● Records excerpted from a collection
--- START ---
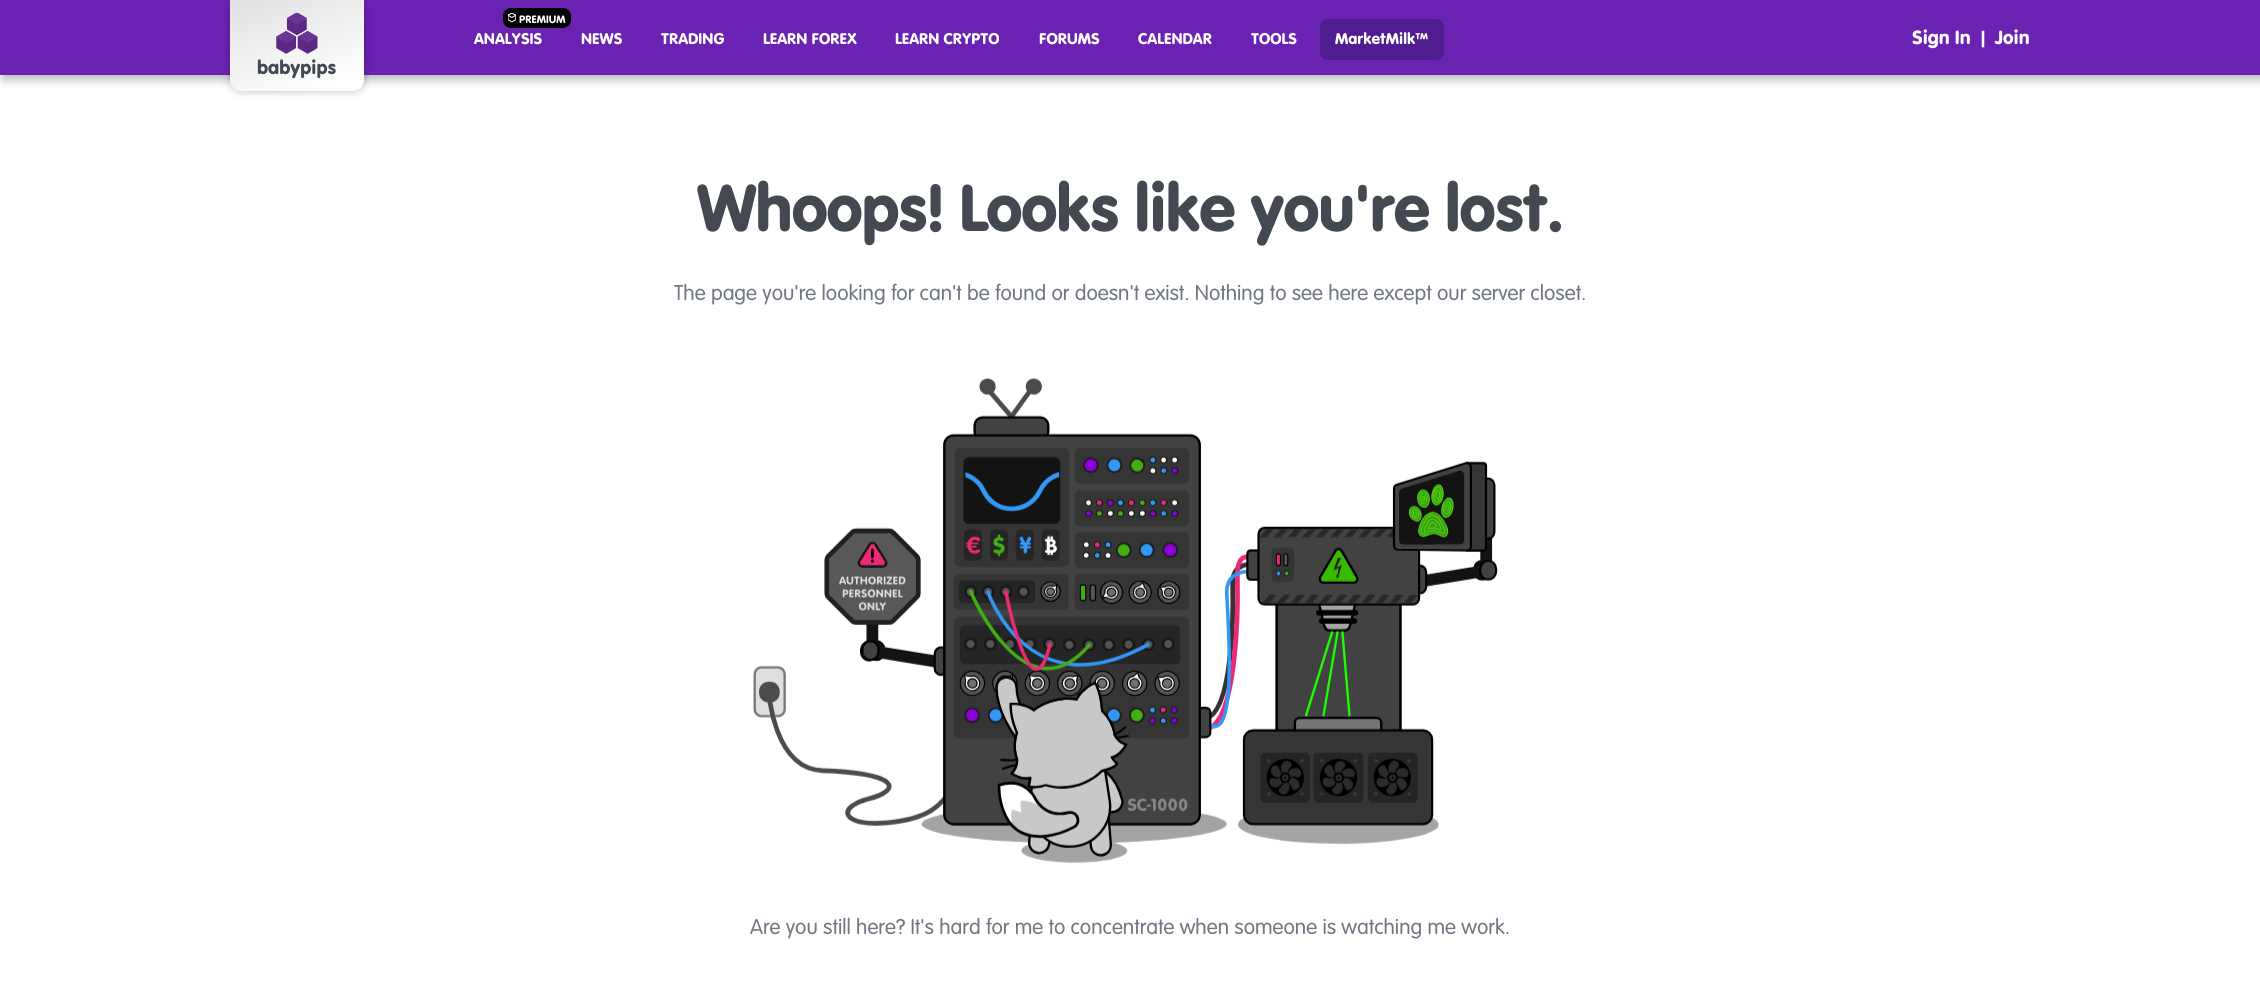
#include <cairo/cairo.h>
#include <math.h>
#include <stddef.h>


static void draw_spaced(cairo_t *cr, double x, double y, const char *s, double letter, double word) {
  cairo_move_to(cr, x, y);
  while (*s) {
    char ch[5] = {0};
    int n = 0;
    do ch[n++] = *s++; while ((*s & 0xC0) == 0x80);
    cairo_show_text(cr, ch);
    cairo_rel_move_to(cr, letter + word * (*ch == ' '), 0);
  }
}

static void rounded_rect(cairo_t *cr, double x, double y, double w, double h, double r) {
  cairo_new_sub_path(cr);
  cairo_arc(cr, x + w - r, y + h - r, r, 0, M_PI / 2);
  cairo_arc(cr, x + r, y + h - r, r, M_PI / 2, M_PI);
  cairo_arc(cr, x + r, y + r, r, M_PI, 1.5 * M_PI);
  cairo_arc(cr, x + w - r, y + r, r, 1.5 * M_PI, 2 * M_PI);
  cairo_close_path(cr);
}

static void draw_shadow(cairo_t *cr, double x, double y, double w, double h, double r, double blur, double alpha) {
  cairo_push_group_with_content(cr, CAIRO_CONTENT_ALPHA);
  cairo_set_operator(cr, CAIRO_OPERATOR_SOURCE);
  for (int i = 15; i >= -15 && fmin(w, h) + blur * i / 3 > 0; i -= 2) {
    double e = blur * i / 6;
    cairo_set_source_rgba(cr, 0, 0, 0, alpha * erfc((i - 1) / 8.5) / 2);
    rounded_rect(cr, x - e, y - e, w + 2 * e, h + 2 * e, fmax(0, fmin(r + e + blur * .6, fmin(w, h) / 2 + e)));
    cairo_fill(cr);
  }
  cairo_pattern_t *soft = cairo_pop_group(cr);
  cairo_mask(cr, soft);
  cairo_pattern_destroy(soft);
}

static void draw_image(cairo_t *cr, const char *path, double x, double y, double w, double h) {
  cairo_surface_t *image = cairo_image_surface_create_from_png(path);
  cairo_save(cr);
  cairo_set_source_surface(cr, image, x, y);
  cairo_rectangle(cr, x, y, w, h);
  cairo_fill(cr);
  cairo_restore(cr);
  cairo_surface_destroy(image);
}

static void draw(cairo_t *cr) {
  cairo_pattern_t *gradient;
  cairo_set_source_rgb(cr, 1, 1, 1);
  cairo_paint(cr);
  cairo_set_source_rgb(cr, 0, 0, 0);
  draw_shadow(cr, 3, 4, 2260, 75, 0, 5, 0.3);
  cairo_set_source_rgb(cr, 106 / 255.0, 34 / 255.0, 179 / 255.0);
  cairo_rectangle(cr, 0, 0, 2260, 75);
  cairo_fill(cr);
  cairo_set_source_rgb(cr, 0, 0, 0);
  rounded_rect(cr, 503, 8, 68, 20, 8);
  cairo_fill(cr);
  draw_image(cr, "images/1.png", 508, 13, 8, 10);
  cairo_set_source_rgb(cr, 80 / 255.0, 29 / 255.0, 145 / 255.0);
  rounded_rect(cr, 1320, 19, 124, 41, 8);
  cairo_fill(cr);
  cairo_set_source_rgb(cr, 0, 0, 0);
  draw_shadow(cr, 230, 0, 134, 91, 11, 4.5, 0.27);
  gradient = cairo_pattern_create_linear(274, -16, 319, 107);
  cairo_pattern_add_color_stop_rgba(gradient, 0, 225 / 255.0, 225 / 255.0, 225 / 255.0, 1);
  cairo_pattern_add_color_stop_rgba(gradient, 0.9, 1, 1, 1, 1);
  cairo_set_source(cr, gradient);
  cairo_pattern_destroy(gradient);
  cairo_new_path(cr);
  cairo_move_to(cr, 230, 0);
  cairo_line_to(cr, 364, 0);
  cairo_line_to(cr, 364, 80);
  cairo_curve_to(cr, 364, 86, 359, 91, 353, 91);
  cairo_line_to(cr, 241, 91);
  cairo_curve_to(cr, 235, 91, 230, 86, 230, 80);
  cairo_close_path(cr);
  cairo_fill(cr);
  draw_image(cr, "images/2.png", 276, 13, 42, 41);
  draw_image(cr, "images/3.png", 753, 377, 745, 486);
  cairo_select_font_face(cr, "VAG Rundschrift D", CAIRO_FONT_SLANT_NORMAL, CAIRO_FONT_WEIGHT_NORMAL);
  cairo_set_font_size(cr, 11.25);
  cairo_set_source_rgb(cr, 1, 1, 1);
  cairo_move_to(cr, 519, 23);
  cairo_show_text(cr, "PREMIUM");
  cairo_set_font_size(cr, 16.25);
  cairo_move_to(cr, 474, 44);
  cairo_show_text(cr, "ANALYSIS");
  cairo_move_to(cr, 581, 44);
  cairo_show_text(cr, "NEWS");
  cairo_move_to(cr, 661, 44);
  cairo_show_text(cr, "TRADING");
  cairo_move_to(cr, 763, 44);
  cairo_show_text(cr, "LEARN FOREX");
  cairo_move_to(cr, 895, 44);
  cairo_show_text(cr, "LEARN CRYPTO");
  cairo_move_to(cr, 1039, 44);
  cairo_show_text(cr, "FORUMS");
  cairo_move_to(cr, 1138, 44);
  cairo_show_text(cr, "CALENDAR");
  cairo_move_to(cr, 1251, 44);
  cairo_show_text(cr, "TOOLS");
  cairo_move_to(cr, 1335, 44);
  cairo_show_text(cr, "MarketMilk™");
  cairo_set_font_size(cr, 20);
  cairo_move_to(cr, 1912, 44);
  cairo_show_text(cr, "Sign In");
  cairo_move_to(cr, 1978, 44);
  cairo_show_text(cr, "|");
  cairo_move_to(cr, 1995, 44);
  cairo_show_text(cr, "Join");
  cairo_set_source_rgb(cr, 68 / 255.0, 73 / 255.0, 81 / 255.0);
  cairo_move_to(cr, 257, 74);
  cairo_show_text(cr, "babypips");
  cairo_set_font_size(cr, 68.75);
  draw_spaced(cr, 697, 231, "Whoops! Looks like you're lost.", -1.25, 0);
  cairo_select_font_face(cr, "VAG Rundschrift D Light", CAIRO_FONT_SLANT_NORMAL, CAIRO_FONT_WEIGHT_NORMAL);
  cairo_set_font_size(cr, 22.5);
  cairo_set_source_rgb(cr, 113 / 255.0, 120 / 255.0, 131 / 255.0);
  cairo_move_to(cr, 674, 300);
  cairo_show_text(cr, "The page you're looking for can't be found or doesn't exist. Nothing to see here except our server closet.");
  cairo_move_to(cr, 750, 934);
  cairo_show_text(cr, "Are you still here? It's hard for me to concentrate when someone is watching me work.");
}

int main(void) {
  cairo_surface_t *surface = cairo_image_surface_create(CAIRO_FORMAT_RGB24, 2260, 994);
  cairo_t *cr = cairo_create(surface);
  cairo_font_options_t *options = cairo_font_options_create();
  cairo_font_options_set_hint_metrics(options, CAIRO_HINT_METRICS_OFF);
  cairo_font_options_set_hint_style(options, CAIRO_HINT_STYLE_NONE);
  cairo_set_font_options(cr, options);
  cairo_set_miter_limit(cr, 4);
  draw(cr);
  cairo_surface_write_to_png(surface, "out.png");
  cairo_font_options_destroy(options);
  cairo_destroy(cr);
  cairo_surface_destroy(surface);
  return 0;
}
--- END ---
● Work item
The exercise is to copy out every line above that has the word "include" in it.

● Solution for this exercise
#include <cairo/cairo.h>
#include <math.h>
#include <stddef.h>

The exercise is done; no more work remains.